DATA LISTING:
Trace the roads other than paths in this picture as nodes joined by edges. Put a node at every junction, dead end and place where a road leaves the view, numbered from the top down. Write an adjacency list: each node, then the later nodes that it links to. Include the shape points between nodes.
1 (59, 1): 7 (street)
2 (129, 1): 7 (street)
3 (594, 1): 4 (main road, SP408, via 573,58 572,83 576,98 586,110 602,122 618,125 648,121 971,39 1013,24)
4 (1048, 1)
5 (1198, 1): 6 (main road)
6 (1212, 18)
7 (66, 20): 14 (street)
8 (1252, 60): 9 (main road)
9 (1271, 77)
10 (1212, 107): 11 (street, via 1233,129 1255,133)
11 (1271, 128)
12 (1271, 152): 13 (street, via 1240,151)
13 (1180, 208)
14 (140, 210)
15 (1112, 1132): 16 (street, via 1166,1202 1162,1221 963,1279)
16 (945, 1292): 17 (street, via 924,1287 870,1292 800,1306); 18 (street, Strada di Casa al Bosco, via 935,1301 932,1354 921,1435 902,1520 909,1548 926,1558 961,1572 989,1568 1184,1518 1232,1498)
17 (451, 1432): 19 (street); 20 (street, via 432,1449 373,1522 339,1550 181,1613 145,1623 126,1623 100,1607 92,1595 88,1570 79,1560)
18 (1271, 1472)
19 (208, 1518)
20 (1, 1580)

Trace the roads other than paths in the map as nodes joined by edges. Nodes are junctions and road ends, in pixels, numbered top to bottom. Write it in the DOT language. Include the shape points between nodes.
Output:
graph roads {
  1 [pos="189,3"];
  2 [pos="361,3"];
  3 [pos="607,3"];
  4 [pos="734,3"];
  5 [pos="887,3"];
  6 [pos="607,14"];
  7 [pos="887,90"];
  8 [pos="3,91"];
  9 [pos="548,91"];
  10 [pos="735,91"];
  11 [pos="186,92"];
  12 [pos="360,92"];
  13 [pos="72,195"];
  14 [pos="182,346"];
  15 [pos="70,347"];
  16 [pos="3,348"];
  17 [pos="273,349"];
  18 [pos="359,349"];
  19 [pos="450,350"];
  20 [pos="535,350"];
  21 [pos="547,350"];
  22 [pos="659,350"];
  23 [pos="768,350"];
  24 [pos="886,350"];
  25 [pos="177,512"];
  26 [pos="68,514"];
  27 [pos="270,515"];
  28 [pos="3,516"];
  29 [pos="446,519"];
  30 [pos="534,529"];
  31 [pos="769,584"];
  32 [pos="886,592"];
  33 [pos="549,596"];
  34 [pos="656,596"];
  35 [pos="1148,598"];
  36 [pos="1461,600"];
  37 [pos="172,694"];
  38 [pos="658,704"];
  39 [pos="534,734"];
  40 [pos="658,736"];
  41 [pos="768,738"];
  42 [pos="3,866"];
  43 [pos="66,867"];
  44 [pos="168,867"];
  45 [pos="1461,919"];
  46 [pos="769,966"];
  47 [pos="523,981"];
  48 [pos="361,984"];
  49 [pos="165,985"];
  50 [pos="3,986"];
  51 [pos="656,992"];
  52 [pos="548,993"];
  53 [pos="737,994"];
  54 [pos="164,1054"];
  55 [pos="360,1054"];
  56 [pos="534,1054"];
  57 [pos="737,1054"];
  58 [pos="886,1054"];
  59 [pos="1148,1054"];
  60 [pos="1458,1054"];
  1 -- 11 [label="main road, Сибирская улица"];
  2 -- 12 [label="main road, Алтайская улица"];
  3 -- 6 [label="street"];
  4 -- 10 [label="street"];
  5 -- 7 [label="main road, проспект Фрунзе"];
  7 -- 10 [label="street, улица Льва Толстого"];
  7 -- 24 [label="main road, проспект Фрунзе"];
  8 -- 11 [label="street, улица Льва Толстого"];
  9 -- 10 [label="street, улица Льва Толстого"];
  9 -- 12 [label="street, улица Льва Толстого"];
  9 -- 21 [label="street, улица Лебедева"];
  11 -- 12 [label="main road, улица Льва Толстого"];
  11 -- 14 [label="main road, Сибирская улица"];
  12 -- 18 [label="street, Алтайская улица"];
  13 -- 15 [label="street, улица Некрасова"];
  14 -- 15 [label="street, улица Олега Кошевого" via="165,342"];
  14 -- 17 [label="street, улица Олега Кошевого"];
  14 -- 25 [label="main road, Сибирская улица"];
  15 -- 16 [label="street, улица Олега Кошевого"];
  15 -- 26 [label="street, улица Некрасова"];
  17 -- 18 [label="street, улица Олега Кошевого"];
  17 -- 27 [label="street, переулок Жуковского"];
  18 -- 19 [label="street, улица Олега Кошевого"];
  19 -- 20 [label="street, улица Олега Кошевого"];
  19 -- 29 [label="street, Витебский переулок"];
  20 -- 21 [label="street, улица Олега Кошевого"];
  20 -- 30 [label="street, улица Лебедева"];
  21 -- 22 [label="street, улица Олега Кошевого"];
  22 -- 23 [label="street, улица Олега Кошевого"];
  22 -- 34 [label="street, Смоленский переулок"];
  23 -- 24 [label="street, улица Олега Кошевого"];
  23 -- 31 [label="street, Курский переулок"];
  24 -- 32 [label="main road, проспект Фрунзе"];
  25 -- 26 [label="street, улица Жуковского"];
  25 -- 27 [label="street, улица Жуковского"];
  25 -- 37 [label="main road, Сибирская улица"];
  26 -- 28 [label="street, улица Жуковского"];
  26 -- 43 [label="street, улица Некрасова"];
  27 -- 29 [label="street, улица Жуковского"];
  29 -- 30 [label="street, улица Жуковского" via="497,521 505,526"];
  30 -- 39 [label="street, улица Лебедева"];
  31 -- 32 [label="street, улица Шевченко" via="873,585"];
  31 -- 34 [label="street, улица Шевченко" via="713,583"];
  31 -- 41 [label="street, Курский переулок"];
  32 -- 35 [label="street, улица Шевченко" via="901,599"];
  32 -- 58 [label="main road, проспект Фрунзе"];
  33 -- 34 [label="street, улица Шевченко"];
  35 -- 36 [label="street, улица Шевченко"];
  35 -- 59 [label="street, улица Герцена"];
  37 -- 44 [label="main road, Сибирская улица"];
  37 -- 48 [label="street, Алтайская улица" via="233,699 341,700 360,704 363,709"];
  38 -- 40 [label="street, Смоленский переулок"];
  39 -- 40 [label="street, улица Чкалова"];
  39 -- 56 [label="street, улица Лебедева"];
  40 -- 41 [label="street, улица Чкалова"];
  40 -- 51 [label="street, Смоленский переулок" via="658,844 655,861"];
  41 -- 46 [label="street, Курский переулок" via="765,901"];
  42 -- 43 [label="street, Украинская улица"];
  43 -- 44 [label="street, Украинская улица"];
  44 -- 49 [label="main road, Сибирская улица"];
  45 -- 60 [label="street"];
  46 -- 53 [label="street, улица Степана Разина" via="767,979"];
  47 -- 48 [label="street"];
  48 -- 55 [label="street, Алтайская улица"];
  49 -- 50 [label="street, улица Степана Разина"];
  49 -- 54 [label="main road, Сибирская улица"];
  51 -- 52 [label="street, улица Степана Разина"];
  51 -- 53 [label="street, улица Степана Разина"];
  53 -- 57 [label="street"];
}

TRY IT: Repeat the records above exactly, with nothing left out.

SOLUTION:
Trace the roads other than paths in this picture as nodes joined by edges. Put a node at every junction, dead end and place where a road leaves the view, numbered from the top down. Write an adjacency list: each node, then the later nodes that it links to. Include the shape points between nodes.
1 (59, 1): 7 (street)
2 (129, 1): 7 (street)
3 (594, 1): 4 (main road, SP408, via 573,58 572,83 576,98 586,110 602,122 618,125 648,121 971,39 1013,24)
4 (1048, 1)
5 (1198, 1): 6 (main road)
6 (1212, 18)
7 (66, 20): 14 (street)
8 (1252, 60): 9 (main road)
9 (1271, 77)
10 (1212, 107): 11 (street, via 1233,129 1255,133)
11 (1271, 128)
12 (1271, 152): 13 (street, via 1240,151)
13 (1180, 208)
14 (140, 210)
15 (1112, 1132): 16 (street, via 1166,1202 1162,1221 963,1279)
16 (945, 1292): 17 (street, via 924,1287 870,1292 800,1306); 18 (street, Strada di Casa al Bosco, via 935,1301 932,1354 921,1435 902,1520 909,1548 926,1558 961,1572 989,1568 1184,1518 1232,1498)
17 (451, 1432): 19 (street); 20 (street, via 432,1449 373,1522 339,1550 181,1613 145,1623 126,1623 100,1607 92,1595 88,1570 79,1560)
18 (1271, 1472)
19 (208, 1518)
20 (1, 1580)

Trace the roads other than paths in the map as nodes joined by edges. Nodes are junctions and road ends, in pixels, numbered top to bottom. Write it in the DOT language. Include the shape points between nodes.
Output:
graph roads {
  1 [pos="189,3"];
  2 [pos="361,3"];
  3 [pos="607,3"];
  4 [pos="734,3"];
  5 [pos="887,3"];
  6 [pos="607,14"];
  7 [pos="887,90"];
  8 [pos="3,91"];
  9 [pos="548,91"];
  10 [pos="735,91"];
  11 [pos="186,92"];
  12 [pos="360,92"];
  13 [pos="72,195"];
  14 [pos="182,346"];
  15 [pos="70,347"];
  16 [pos="3,348"];
  17 [pos="273,349"];
  18 [pos="359,349"];
  19 [pos="450,350"];
  20 [pos="535,350"];
  21 [pos="547,350"];
  22 [pos="659,350"];
  23 [pos="768,350"];
  24 [pos="886,350"];
  25 [pos="177,512"];
  26 [pos="68,514"];
  27 [pos="270,515"];
  28 [pos="3,516"];
  29 [pos="446,519"];
  30 [pos="534,529"];
  31 [pos="769,584"];
  32 [pos="886,592"];
  33 [pos="549,596"];
  34 [pos="656,596"];
  35 [pos="1148,598"];
  36 [pos="1461,600"];
  37 [pos="172,694"];
  38 [pos="658,704"];
  39 [pos="534,734"];
  40 [pos="658,736"];
  41 [pos="768,738"];
  42 [pos="3,866"];
  43 [pos="66,867"];
  44 [pos="168,867"];
  45 [pos="1461,919"];
  46 [pos="769,966"];
  47 [pos="523,981"];
  48 [pos="361,984"];
  49 [pos="165,985"];
  50 [pos="3,986"];
  51 [pos="656,992"];
  52 [pos="548,993"];
  53 [pos="737,994"];
  54 [pos="164,1054"];
  55 [pos="360,1054"];
  56 [pos="534,1054"];
  57 [pos="737,1054"];
  58 [pos="886,1054"];
  59 [pos="1148,1054"];
  60 [pos="1458,1054"];
  1 -- 11 [label="main road, Сибирская улица"];
  2 -- 12 [label="main road, Алтайская улица"];
  3 -- 6 [label="street"];
  4 -- 10 [label="street"];
  5 -- 7 [label="main road, проспект Фрунзе"];
  7 -- 10 [label="street, улица Льва Толстого"];
  7 -- 24 [label="main road, проспект Фрунзе"];
  8 -- 11 [label="street, улица Льва Толстого"];
  9 -- 10 [label="street, улица Льва Толстого"];
  9 -- 12 [label="street, улица Льва Толстого"];
  9 -- 21 [label="street, улица Лебедева"];
  11 -- 12 [label="main road, улица Льва Толстого"];
  11 -- 14 [label="main road, Сибирская улица"];
  12 -- 18 [label="street, Алтайская улица"];
  13 -- 15 [label="street, улица Некрасова"];
  14 -- 15 [label="street, улица Олега Кошевого" via="165,342"];
  14 -- 17 [label="street, улица Олега Кошевого"];
  14 -- 25 [label="main road, Сибирская улица"];
  15 -- 16 [label="street, улица Олега Кошевого"];
  15 -- 26 [label="street, улица Некрасова"];
  17 -- 18 [label="street, улица Олега Кошевого"];
  17 -- 27 [label="street, переулок Жуковского"];
  18 -- 19 [label="street, улица Олега Кошевого"];
  19 -- 20 [label="street, улица Олега Кошевого"];
  19 -- 29 [label="street, Витебский переулок"];
  20 -- 21 [label="street, улица Олега Кошевого"];
  20 -- 30 [label="street, улица Лебедева"];
  21 -- 22 [label="street, улица Олега Кошевого"];
  22 -- 23 [label="street, улица Олега Кошевого"];
  22 -- 34 [label="street, Смоленский переулок"];
  23 -- 24 [label="street, улица Олега Кошевого"];
  23 -- 31 [label="street, Курский переулок"];
  24 -- 32 [label="main road, проспект Фрунзе"];
  25 -- 26 [label="street, улица Жуковского"];
  25 -- 27 [label="street, улица Жуковского"];
  25 -- 37 [label="main road, Сибирская улица"];
  26 -- 28 [label="street, улица Жуковского"];
  26 -- 43 [label="street, улица Некрасова"];
  27 -- 29 [label="street, улица Жуковского"];
  29 -- 30 [label="street, улица Жуковского" via="497,521 505,526"];
  30 -- 39 [label="street, улица Лебедева"];
  31 -- 32 [label="street, улица Шевченко" via="873,585"];
  31 -- 34 [label="street, улица Шевченко" via="713,583"];
  31 -- 41 [label="street, Курский переулок"];
  32 -- 35 [label="street, улица Шевченко" via="901,599"];
  32 -- 58 [label="main road, проспект Фрунзе"];
  33 -- 34 [label="street, улица Шевченко"];
  35 -- 36 [label="street, улица Шевченко"];
  35 -- 59 [label="street, улица Герцена"];
  37 -- 44 [label="main road, Сибирская улица"];
  37 -- 48 [label="street, Алтайская улица" via="233,699 341,700 360,704 363,709"];
  38 -- 40 [label="street, Смоленский переулок"];
  39 -- 40 [label="street, улица Чкалова"];
  39 -- 56 [label="street, улица Лебедева"];
  40 -- 41 [label="street, улица Чкалова"];
  40 -- 51 [label="street, Смоленский переулок" via="658,844 655,861"];
  41 -- 46 [label="street, Курский переулок" via="765,901"];
  42 -- 43 [label="street, Украинская улица"];
  43 -- 44 [label="street, Украинская улица"];
  44 -- 49 [label="main road, Сибирская улица"];
  45 -- 60 [label="street"];
  46 -- 53 [label="street, улица Степана Разина" via="767,979"];
  47 -- 48 [label="street"];
  48 -- 55 [label="street, Алтайская улица"];
  49 -- 50 [label="street, улица Степана Разина"];
  49 -- 54 [label="main road, Сибирская улица"];
  51 -- 52 [label="street, улица Степана Разина"];
  51 -- 53 [label="street, улица Степана Разина"];
  53 -- 57 [label="street"];
}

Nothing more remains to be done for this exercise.